**YOUR OBJECTIVE:** Leave the pictures out and write out exactly the lines from the top of the entries through the line containing "position:absolute; left:21px; top:825px;".
[[ ENTRIES SUPPLIED open ]]
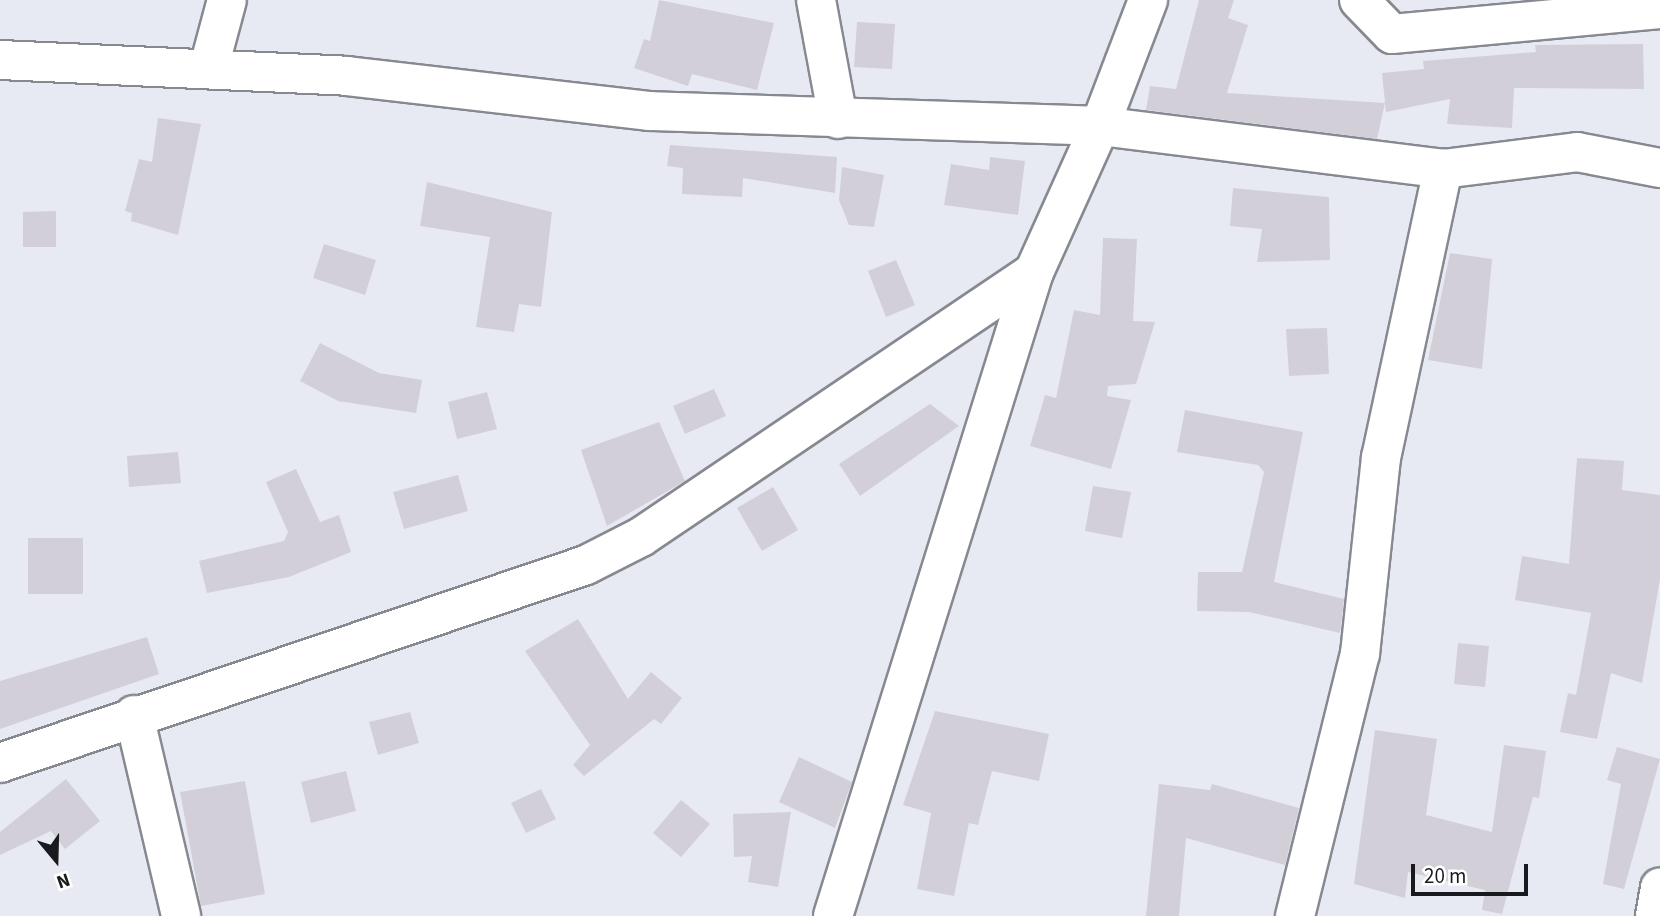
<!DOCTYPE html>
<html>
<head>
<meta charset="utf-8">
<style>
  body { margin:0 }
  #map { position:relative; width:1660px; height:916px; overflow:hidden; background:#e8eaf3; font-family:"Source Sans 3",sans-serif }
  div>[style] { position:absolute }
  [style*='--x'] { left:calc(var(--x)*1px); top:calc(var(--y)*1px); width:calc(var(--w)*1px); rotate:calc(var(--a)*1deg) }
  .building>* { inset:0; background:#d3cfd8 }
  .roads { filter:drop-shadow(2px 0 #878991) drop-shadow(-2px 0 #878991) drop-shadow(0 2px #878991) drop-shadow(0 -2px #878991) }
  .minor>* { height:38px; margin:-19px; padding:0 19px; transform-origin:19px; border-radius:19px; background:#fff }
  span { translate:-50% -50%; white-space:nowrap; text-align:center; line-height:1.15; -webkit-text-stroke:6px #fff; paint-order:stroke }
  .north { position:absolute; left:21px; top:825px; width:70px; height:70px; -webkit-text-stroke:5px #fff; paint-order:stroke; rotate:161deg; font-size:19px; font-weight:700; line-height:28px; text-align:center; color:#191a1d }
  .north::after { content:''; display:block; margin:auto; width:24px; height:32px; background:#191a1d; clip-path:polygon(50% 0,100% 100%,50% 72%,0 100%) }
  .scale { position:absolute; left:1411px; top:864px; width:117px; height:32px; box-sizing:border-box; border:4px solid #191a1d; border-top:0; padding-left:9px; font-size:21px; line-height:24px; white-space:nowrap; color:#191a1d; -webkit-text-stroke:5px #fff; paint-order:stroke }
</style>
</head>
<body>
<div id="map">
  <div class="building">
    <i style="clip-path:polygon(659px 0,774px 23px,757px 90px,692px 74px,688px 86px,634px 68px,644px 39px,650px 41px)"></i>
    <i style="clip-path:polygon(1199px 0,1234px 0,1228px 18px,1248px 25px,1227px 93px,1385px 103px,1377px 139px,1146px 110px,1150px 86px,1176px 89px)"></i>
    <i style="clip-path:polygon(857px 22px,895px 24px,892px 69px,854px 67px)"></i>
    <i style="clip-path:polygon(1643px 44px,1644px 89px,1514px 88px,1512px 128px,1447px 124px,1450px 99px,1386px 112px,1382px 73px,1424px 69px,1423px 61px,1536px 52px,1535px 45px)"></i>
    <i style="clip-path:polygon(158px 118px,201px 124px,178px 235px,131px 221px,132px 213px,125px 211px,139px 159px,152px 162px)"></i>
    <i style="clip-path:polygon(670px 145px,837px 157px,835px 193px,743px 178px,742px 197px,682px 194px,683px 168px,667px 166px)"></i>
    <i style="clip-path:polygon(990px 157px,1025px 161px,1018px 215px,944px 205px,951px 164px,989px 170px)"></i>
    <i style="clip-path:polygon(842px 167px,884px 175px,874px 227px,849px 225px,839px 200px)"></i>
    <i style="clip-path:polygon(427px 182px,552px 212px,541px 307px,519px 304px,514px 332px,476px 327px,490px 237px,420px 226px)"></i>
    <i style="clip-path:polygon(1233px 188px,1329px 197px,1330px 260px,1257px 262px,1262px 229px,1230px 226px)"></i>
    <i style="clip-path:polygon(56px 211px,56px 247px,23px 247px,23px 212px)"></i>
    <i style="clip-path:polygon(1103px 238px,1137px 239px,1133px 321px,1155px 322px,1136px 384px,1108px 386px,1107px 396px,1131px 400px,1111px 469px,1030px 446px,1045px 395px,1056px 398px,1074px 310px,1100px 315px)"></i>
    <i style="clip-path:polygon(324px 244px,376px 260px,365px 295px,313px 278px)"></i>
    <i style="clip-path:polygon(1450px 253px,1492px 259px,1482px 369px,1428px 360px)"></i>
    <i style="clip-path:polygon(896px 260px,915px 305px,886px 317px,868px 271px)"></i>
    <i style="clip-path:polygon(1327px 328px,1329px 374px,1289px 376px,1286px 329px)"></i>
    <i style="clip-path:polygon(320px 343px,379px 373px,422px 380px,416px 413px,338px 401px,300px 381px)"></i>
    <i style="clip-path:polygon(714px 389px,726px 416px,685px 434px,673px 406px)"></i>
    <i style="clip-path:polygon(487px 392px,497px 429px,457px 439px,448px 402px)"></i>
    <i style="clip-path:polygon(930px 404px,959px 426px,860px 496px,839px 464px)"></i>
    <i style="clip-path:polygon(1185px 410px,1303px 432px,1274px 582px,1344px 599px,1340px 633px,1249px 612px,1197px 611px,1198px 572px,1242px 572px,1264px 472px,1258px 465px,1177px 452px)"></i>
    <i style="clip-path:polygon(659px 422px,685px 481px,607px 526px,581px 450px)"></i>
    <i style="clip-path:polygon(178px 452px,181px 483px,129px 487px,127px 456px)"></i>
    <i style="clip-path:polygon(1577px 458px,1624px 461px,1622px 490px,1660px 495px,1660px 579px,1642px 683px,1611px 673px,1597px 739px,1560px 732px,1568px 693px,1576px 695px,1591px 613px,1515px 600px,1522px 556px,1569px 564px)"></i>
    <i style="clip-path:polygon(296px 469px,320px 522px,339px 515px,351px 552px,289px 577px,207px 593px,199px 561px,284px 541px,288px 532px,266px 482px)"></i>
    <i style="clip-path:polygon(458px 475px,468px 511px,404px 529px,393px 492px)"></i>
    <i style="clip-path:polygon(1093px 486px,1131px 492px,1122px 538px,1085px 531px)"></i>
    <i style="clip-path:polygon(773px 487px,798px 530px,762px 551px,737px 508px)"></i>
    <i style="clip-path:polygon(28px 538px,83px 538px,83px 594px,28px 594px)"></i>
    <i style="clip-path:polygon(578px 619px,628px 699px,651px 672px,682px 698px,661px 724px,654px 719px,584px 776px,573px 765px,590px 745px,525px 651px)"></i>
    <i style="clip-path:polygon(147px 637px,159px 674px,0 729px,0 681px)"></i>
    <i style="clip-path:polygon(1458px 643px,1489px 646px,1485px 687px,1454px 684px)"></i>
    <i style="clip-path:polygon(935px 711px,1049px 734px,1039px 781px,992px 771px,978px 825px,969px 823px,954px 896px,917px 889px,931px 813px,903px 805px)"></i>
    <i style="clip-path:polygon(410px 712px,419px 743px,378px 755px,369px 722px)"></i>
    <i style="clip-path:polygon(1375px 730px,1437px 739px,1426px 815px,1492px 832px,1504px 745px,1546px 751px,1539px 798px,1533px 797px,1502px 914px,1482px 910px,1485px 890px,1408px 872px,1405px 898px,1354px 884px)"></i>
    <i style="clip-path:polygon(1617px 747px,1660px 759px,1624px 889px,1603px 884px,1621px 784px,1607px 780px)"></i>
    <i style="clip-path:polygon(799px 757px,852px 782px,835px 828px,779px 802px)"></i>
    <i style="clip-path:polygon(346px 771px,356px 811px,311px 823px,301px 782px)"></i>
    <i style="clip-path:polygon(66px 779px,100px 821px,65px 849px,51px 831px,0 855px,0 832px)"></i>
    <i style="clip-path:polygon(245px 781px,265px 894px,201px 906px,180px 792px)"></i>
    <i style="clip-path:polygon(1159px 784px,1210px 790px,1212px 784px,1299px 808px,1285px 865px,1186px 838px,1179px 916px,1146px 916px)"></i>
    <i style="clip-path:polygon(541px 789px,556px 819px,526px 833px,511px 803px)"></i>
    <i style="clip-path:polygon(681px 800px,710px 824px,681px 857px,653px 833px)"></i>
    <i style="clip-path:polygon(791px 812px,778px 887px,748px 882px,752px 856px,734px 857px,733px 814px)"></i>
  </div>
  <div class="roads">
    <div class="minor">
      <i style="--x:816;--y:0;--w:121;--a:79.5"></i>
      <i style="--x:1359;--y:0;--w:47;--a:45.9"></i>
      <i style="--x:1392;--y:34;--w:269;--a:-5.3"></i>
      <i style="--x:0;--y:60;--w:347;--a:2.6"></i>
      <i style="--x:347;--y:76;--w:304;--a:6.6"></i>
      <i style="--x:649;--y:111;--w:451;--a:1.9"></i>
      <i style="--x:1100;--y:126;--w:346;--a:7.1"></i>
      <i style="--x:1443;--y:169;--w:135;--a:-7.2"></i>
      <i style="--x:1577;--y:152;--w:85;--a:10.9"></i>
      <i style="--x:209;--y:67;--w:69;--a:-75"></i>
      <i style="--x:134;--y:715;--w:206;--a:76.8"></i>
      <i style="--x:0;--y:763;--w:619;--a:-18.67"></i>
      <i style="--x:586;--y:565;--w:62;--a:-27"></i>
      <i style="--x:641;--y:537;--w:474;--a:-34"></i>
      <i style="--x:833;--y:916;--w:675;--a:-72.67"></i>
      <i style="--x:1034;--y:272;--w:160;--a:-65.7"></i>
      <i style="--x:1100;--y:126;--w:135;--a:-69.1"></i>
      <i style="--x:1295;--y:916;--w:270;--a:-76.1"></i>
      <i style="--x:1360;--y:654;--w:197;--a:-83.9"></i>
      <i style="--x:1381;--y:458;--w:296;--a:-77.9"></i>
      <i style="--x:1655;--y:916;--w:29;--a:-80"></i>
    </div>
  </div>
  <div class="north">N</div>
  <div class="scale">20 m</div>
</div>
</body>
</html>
[[ ENTRIES SUPPLIED closed ]]
**EXPECTED ANSWER:**
<!DOCTYPE html>
<html>
<head>
<meta charset="utf-8">
<style>
  body { margin:0 }
  #map { position:relative; width:1660px; height:916px; overflow:hidden; background:#e8eaf3; font-family:"Source Sans 3",sans-serif }
  div>[style] { position:absolute }
  [style*='--x'] { left:calc(var(--x)*1px); top:calc(var(--y)*1px); width:calc(var(--w)*1px); rotate:calc(var(--a)*1deg) }
  .building>* { inset:0; background:#d3cfd8 }
  .roads { filter:drop-shadow(2px 0 #878991) drop-shadow(-2px 0 #878991) drop-shadow(0 2px #878991) drop-shadow(0 -2px #878991) }
  .minor>* { height:38px; margin:-19px; padding:0 19px; transform-origin:19px; border-radius:19px; background:#fff }
  span { translate:-50% -50%; white-space:nowrap; text-align:center; line-height:1.15; -webkit-text-stroke:6px #fff; paint-order:stroke }
  .north { position:absolute; left:21px; top:825px; width:70px; height:70px; -webkit-text-stroke:5px #fff; paint-order:stroke; rotate:161deg; font-size:19px; font-weight:700; line-height:28px; text-align:center; color:#191a1d }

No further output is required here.